AI’s Environmental Cost: Comparing Resource Consumption Between SLMs and LLMs Across Queries
DOI:
https://doi.org/10.34190/icair.5.1.4345Keywords:
AI Environmental Sustainability, Small Language Models, Large Language Models, Query Complexity, Water Consumption, Power Consumption, Data CenterAbstract
As artificial intelligence becomes increasingly embedded in daily life, the environmental costs of its deployment remain underexplored. This study investigates the environmental footprint of both large language models (LLMs) and small language models (SLMs); specifically, ChatGPT, Gemini, Deepseek, and Claude, by associating their power draw and water use across queries of varying complexity. Building on evidence that AI services demand substantial resources, this paper asks: how do query complexity and type influence the energy and water consumption of SLMs versus LLMs, and at what threshold of complexity do SLMs become incapable of delivering accurate outputs? To address this, the experimental method categorizes queries into three complexity tiers based on logical steps, conceptual depth, and cognitive skills (recall, evaluation, creation), drawing from the College Board’s question bank of SAT math, reading, and writing problems.

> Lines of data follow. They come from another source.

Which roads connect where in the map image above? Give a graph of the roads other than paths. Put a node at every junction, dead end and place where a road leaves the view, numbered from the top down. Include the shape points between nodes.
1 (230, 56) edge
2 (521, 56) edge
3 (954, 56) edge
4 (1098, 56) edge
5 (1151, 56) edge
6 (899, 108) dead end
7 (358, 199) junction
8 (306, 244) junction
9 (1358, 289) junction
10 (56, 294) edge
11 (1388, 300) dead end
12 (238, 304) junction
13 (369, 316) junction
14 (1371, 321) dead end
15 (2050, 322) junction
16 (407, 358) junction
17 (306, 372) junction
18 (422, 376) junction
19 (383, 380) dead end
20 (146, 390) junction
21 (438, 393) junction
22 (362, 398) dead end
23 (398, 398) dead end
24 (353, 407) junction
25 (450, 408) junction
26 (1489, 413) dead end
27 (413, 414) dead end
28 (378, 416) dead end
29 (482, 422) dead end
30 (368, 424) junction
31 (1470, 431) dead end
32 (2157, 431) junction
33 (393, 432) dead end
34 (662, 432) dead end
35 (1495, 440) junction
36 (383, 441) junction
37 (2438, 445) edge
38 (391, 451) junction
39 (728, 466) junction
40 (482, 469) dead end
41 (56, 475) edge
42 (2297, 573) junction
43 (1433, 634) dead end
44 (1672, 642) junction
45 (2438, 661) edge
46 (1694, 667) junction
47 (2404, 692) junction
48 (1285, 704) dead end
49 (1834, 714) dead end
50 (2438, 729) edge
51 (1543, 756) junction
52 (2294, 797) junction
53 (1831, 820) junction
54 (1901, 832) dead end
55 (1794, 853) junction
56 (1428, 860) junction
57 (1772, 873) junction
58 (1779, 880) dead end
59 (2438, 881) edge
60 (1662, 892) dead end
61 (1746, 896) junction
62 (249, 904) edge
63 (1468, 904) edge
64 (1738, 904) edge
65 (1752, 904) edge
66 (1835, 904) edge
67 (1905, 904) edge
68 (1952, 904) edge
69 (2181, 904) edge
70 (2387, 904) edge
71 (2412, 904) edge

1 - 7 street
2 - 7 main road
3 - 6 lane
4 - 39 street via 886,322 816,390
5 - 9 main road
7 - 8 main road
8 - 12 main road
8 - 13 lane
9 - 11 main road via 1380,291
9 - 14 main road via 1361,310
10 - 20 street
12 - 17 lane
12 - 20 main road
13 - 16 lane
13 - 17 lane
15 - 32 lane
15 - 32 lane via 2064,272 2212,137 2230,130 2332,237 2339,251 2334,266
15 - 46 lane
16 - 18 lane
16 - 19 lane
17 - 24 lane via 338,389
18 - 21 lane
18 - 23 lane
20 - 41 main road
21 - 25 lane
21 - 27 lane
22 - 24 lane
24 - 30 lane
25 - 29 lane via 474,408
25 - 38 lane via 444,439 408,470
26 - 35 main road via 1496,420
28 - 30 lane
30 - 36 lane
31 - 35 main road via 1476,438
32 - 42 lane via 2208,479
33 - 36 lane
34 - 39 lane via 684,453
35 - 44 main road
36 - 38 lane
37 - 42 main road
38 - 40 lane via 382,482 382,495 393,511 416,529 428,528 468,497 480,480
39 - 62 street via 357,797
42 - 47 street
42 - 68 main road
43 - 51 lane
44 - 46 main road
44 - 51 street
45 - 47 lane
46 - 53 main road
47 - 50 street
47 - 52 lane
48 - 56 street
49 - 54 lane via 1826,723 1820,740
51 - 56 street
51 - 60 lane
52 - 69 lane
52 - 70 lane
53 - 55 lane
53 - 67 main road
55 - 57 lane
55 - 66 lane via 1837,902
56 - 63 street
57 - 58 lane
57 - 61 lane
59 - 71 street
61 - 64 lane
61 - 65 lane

Additionally, classic puzzles such as the Tower of Hanoi were selected. Each query was executed three times on the SLM and LLM versions of each commercial AI entity under identical hardware and software configurations. We recorded execution time, model version, and output accuracy. Using the average response time per query, we computed energy consumption and water usage per query. On average, SLMs consumed 60-70% less energy and water than their LLM counterparts, and in subjects such as Math and Reading, had the same level of accuracy as their respective LLMs. However, model performance declined as question difficulty increased, especially in abstract reasoning tasks such as Puzzles, where SLM accuracy dropped considerably. While LLMs were more resource-intensive, they maintained higher accuracy on these challenging queries. SLMs offer a significantly more environmentally sustainable option for simple tasks, but accuracy decreases as complexity increases. A dynamic approach, starting with SLMs and switching to LLMs only when needed, or vice versa, could reduce the environmental cost of AI while maintaining quality. These findings support the potential for context-aware AI deployment strategies that optimize environmental sustainability and accuracy. Future research should aim to quantify this breakpoint more accurately and look at the implementation of automatic query classification systems capable of efficiently switching between models to create more efficient AI models.